[Data to use Boundary: Start]
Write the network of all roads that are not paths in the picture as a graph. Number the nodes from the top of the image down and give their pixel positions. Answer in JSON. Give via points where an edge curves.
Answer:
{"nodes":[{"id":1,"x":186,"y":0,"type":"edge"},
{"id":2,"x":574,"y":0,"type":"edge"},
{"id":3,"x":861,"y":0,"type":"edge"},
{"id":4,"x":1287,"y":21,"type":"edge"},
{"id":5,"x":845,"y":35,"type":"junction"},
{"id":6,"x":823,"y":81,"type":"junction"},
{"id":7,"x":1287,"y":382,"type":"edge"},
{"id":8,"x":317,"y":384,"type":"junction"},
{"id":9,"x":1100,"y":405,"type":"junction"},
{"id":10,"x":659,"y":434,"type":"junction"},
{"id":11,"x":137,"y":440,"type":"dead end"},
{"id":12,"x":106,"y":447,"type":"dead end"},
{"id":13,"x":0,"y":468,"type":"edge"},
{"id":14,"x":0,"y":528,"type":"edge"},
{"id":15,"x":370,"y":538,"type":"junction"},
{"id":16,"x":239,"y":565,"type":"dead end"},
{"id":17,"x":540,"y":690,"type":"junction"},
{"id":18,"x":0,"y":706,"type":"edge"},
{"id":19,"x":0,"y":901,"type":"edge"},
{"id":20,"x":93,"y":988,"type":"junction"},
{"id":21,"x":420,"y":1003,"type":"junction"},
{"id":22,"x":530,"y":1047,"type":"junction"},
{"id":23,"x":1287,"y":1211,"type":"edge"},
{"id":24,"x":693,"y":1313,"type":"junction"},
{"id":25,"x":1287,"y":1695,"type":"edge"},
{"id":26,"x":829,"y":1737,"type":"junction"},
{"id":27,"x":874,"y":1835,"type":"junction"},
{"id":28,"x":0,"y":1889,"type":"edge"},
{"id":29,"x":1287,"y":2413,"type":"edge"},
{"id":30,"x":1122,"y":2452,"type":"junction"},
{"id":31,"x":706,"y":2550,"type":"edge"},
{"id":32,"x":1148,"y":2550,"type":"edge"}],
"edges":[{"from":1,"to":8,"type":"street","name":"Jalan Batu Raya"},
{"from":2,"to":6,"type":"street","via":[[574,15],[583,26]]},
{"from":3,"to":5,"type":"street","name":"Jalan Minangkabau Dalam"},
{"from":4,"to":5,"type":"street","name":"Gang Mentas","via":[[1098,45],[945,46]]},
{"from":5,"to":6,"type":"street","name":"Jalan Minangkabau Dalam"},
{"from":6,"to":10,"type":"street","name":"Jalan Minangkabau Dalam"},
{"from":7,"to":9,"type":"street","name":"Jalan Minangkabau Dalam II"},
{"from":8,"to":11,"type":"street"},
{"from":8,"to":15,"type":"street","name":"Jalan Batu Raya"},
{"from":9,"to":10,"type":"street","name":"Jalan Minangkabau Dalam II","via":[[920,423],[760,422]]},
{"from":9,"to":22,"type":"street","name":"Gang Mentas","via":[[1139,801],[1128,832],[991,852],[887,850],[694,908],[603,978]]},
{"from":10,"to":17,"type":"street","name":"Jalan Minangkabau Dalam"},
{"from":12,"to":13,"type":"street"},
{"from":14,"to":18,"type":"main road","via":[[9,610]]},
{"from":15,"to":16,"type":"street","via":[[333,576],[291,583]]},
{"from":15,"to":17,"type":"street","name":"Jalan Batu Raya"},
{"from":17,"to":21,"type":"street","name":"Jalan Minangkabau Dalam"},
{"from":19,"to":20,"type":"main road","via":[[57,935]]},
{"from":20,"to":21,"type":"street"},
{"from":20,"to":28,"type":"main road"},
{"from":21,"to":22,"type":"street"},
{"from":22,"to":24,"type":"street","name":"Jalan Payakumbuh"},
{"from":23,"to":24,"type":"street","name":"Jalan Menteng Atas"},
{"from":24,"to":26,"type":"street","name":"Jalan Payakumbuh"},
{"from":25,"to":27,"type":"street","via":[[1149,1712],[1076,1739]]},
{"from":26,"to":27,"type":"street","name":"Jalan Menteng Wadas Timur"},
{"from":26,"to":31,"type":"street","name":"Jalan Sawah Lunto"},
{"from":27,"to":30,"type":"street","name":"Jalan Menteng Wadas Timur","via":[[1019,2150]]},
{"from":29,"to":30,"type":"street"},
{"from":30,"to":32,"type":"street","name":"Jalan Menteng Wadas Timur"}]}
[Data to use Boundary: End]
- Task brief:
From the first line to the last, set down every record exactly as written above.

- Your solution:
Write the network of all roads that are not paths in the picture as a graph. Number the nodes from the top of the image down and give their pixel positions. Answer in JSON. Give via points where an edge curves.
Answer:
{"nodes":[{"id":1,"x":186,"y":0,"type":"edge"},
{"id":2,"x":574,"y":0,"type":"edge"},
{"id":3,"x":861,"y":0,"type":"edge"},
{"id":4,"x":1287,"y":21,"type":"edge"},
{"id":5,"x":845,"y":35,"type":"junction"},
{"id":6,"x":823,"y":81,"type":"junction"},
{"id":7,"x":1287,"y":382,"type":"edge"},
{"id":8,"x":317,"y":384,"type":"junction"},
{"id":9,"x":1100,"y":405,"type":"junction"},
{"id":10,"x":659,"y":434,"type":"junction"},
{"id":11,"x":137,"y":440,"type":"dead end"},
{"id":12,"x":106,"y":447,"type":"dead end"},
{"id":13,"x":0,"y":468,"type":"edge"},
{"id":14,"x":0,"y":528,"type":"edge"},
{"id":15,"x":370,"y":538,"type":"junction"},
{"id":16,"x":239,"y":565,"type":"dead end"},
{"id":17,"x":540,"y":690,"type":"junction"},
{"id":18,"x":0,"y":706,"type":"edge"},
{"id":19,"x":0,"y":901,"type":"edge"},
{"id":20,"x":93,"y":988,"type":"junction"},
{"id":21,"x":420,"y":1003,"type":"junction"},
{"id":22,"x":530,"y":1047,"type":"junction"},
{"id":23,"x":1287,"y":1211,"type":"edge"},
{"id":24,"x":693,"y":1313,"type":"junction"},
{"id":25,"x":1287,"y":1695,"type":"edge"},
{"id":26,"x":829,"y":1737,"type":"junction"},
{"id":27,"x":874,"y":1835,"type":"junction"},
{"id":28,"x":0,"y":1889,"type":"edge"},
{"id":29,"x":1287,"y":2413,"type":"edge"},
{"id":30,"x":1122,"y":2452,"type":"junction"},
{"id":31,"x":706,"y":2550,"type":"edge"},
{"id":32,"x":1148,"y":2550,"type":"edge"}],
"edges":[{"from":1,"to":8,"type":"street","name":"Jalan Batu Raya"},
{"from":2,"to":6,"type":"street","via":[[574,15],[583,26]]},
{"from":3,"to":5,"type":"street","name":"Jalan Minangkabau Dalam"},
{"from":4,"to":5,"type":"street","name":"Gang Mentas","via":[[1098,45],[945,46]]},
{"from":5,"to":6,"type":"street","name":"Jalan Minangkabau Dalam"},
{"from":6,"to":10,"type":"street","name":"Jalan Minangkabau Dalam"},
{"from":7,"to":9,"type":"street","name":"Jalan Minangkabau Dalam II"},
{"from":8,"to":11,"type":"street"},
{"from":8,"to":15,"type":"street","name":"Jalan Batu Raya"},
{"from":9,"to":10,"type":"street","name":"Jalan Minangkabau Dalam II","via":[[920,423],[760,422]]},
{"from":9,"to":22,"type":"street","name":"Gang Mentas","via":[[1139,801],[1128,832],[991,852],[887,850],[694,908],[603,978]]},
{"from":10,"to":17,"type":"street","name":"Jalan Minangkabau Dalam"},
{"from":12,"to":13,"type":"street"},
{"from":14,"to":18,"type":"main road","via":[[9,610]]},
{"from":15,"to":16,"type":"street","via":[[333,576],[291,583]]},
{"from":15,"to":17,"type":"street","name":"Jalan Batu Raya"},
{"from":17,"to":21,"type":"street","name":"Jalan Minangkabau Dalam"},
{"from":19,"to":20,"type":"main road","via":[[57,935]]},
{"from":20,"to":21,"type":"street"},
{"from":20,"to":28,"type":"main road"},
{"from":21,"to":22,"type":"street"},
{"from":22,"to":24,"type":"street","name":"Jalan Payakumbuh"},
{"from":23,"to":24,"type":"street","name":"Jalan Menteng Atas"},
{"from":24,"to":26,"type":"street","name":"Jalan Payakumbuh"},
{"from":25,"to":27,"type":"street","via":[[1149,1712],[1076,1739]]},
{"from":26,"to":27,"type":"street","name":"Jalan Menteng Wadas Timur"},
{"from":26,"to":31,"type":"street","name":"Jalan Sawah Lunto"},
{"from":27,"to":30,"type":"street","name":"Jalan Menteng Wadas Timur","via":[[1019,2150]]},
{"from":29,"to":30,"type":"street"},
{"from":30,"to":32,"type":"street","name":"Jalan Menteng Wadas Timur"}]}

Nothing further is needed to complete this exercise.